KEGG, Reactome, and GO term enrichment analyses. Differentially regulated phosphopeptides that were quantified in at least three biological replicates or absent in all biological replicates (unique phosphopeptides) in at least one group were mapped back to their precursor protein, and the list of phosphoproteins was submitted for enrichment analysis using the R package clusterprofiler. A and B: the top 15 pathways overrepresented in the data set are shown in KEGG (A) and Reactome pathways (B). C–E: overrepresented GO terms in molecular function (C) and cellular component (D) in the data set and overrepresented GO terms in biological process (E) with hierarchical clustering according to average linkage to identify the top five clusters are presented. GO, Gene Ontology; KEGG, Kyoto Encyclopedia of Genes and Genomes.

Figure 5.

Changes in canonical metabolic pathways and calcium signaling pathways induced by ovariectomy. Phosphopeptides identified in the data set were submitted to IPA’s Downstream Effects analytics, and prediction algorithm to analyze molecules associated with IPA’s annotated canonical pathways. A: the top 10 significantly associated canonical pathways from the data set and predicted inhibition or activation state, with a −2.0 ≥ Z-score ≥ 2.0, respectively.

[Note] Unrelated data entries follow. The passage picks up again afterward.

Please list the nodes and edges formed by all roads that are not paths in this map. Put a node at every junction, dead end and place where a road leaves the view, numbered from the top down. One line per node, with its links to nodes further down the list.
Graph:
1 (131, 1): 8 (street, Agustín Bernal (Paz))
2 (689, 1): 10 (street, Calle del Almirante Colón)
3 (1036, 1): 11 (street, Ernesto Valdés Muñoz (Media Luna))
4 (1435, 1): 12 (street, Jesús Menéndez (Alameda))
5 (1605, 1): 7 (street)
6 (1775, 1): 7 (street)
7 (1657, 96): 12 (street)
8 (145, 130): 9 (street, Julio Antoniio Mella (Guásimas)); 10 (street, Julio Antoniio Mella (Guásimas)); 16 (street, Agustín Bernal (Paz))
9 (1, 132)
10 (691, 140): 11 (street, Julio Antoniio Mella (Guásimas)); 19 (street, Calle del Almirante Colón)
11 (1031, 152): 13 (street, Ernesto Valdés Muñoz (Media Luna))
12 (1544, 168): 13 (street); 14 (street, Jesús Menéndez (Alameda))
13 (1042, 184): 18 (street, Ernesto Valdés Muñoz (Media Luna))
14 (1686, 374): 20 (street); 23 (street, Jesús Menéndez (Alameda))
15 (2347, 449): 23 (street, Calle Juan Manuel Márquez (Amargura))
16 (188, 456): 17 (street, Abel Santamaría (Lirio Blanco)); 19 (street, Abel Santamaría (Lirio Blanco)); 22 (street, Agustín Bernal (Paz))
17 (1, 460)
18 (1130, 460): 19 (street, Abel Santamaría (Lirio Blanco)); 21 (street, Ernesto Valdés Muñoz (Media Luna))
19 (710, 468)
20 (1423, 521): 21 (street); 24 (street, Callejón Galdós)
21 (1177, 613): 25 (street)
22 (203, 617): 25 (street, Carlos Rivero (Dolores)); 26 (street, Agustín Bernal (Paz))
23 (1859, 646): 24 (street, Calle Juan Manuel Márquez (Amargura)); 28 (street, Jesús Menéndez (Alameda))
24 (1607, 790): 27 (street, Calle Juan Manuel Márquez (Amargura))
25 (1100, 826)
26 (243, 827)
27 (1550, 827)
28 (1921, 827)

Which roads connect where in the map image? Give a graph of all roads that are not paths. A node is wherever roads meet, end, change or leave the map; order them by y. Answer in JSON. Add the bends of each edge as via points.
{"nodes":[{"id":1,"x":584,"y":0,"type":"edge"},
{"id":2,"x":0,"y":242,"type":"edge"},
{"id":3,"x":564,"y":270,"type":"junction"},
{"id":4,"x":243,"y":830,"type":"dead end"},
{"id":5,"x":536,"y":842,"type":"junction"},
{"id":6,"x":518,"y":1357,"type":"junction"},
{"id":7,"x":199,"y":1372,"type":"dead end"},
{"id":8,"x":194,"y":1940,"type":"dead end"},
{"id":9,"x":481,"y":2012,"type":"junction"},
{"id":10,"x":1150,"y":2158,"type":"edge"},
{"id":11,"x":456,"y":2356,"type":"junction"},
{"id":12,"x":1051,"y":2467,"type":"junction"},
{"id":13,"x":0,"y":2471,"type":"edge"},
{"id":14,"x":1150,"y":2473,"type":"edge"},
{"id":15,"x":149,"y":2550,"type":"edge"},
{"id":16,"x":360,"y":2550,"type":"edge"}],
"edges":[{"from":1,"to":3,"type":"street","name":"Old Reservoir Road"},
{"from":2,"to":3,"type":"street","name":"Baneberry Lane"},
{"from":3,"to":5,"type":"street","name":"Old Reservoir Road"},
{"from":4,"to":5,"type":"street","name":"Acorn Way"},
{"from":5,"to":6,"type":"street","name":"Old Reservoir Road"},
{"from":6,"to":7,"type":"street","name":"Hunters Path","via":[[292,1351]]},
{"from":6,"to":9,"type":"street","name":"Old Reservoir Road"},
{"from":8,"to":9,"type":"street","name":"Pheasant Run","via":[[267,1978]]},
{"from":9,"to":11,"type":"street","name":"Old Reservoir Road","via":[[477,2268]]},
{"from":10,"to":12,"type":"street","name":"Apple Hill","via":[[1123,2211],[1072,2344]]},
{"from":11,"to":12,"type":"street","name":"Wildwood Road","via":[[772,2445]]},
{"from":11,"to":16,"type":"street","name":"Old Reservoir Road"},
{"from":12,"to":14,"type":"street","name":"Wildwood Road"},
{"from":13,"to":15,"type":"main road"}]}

B: calcium signaling pathway in a resting, i.e., noncontracting muscle cell and the phosphorylation state of proteins from the data set is illustrated. Decreases or increases in protein phosphorylation measurements from Ovx muscle relative to Sham muscles are shown in green and red, respectively. IPA, Ingenuity Pathway Analysis; Ovx, ovariectomized; Sham, Sham-operated.

Figure 6.

Changes in molecular, cellular, and physiological system development functional analyses in estrogen-deficient mice. Phosphopeptides identified in the data set were submitted to IPA’s Downstream Effects analytics and activation Z-score prediction algorithm to analyze and predict molecular and cellular functions and physiological system development and functions. A: the top 10 significantly enriched IPA functional parent groups from the data set are summarized. B–E: significant inhibition (−2.0 ≥ Z-score) or significant activation (Z-score ≥ 2.0) of subfunctions predicted from the data set are shown in contractility of muscle (B), formation of phagosomes (C), formation of vesicles (D), and disruption in cytoskeleton (E). The number in the molecule symbol denotes the number of phosphopeptides observed in the data set for the identified molecule. Green and red color of the molecule represents decreased or increased phosphorylation measurement of the protein in Ovx relative to Sham mice, and the glow around the molecules indicates their activity status when opposite to the phosphoprotein measurement. The blue and orange color of a subfunction or molecule represents the activation status, inhibition or activation, respectively. The color, orange, blue, yellow, or gray, of the edge (line) predicts the relationship between the two nodes (molecules), indicating activation, inhibition, inconsistent, or no prediction, respectively. The arrowhead or inhibition line at the end of the edge reflects the relationship proportionality (i.e., the inhibition line reflects the inverse proportionality, and the arrowhead reflects direct proportionality between two nodes). IPA, Ingenuity Pathway Analysis; Ovx, ovariectomized; Sham, Sham-operated.

Figure 7.

Upstream kinases affecting the phosphoproteome in Ovx mice. Note: decreased or increased phosphorylation measurements of the target molecule are represented by green and red font color, respectively. Ovx, ovariectomized.

Figure 8.

β-Estradiol (E2) mechanistic network. Phosphopeptides identified in the data set were submitted to IPA’s activation Z-score prediction algorithm to predict kinase activity inferred from the Ovx/Sham data set. A mechanistic network of E2 and its relationship to other regulators and the data set was created. The number in the upper right box next to the molecule denotes the number of phosphopeptides observed in the data set for the molecule. E2 inhibition was predicted from the expression profile of nine molecules observed in our phosphoproteomics data set (circled in black). See Fig. 6 for explanation of color scheme, edges, and nodes. IPA, Ingenuity Pathway Analysis; Ovx, ovariectomized; Sham, Sham-operated.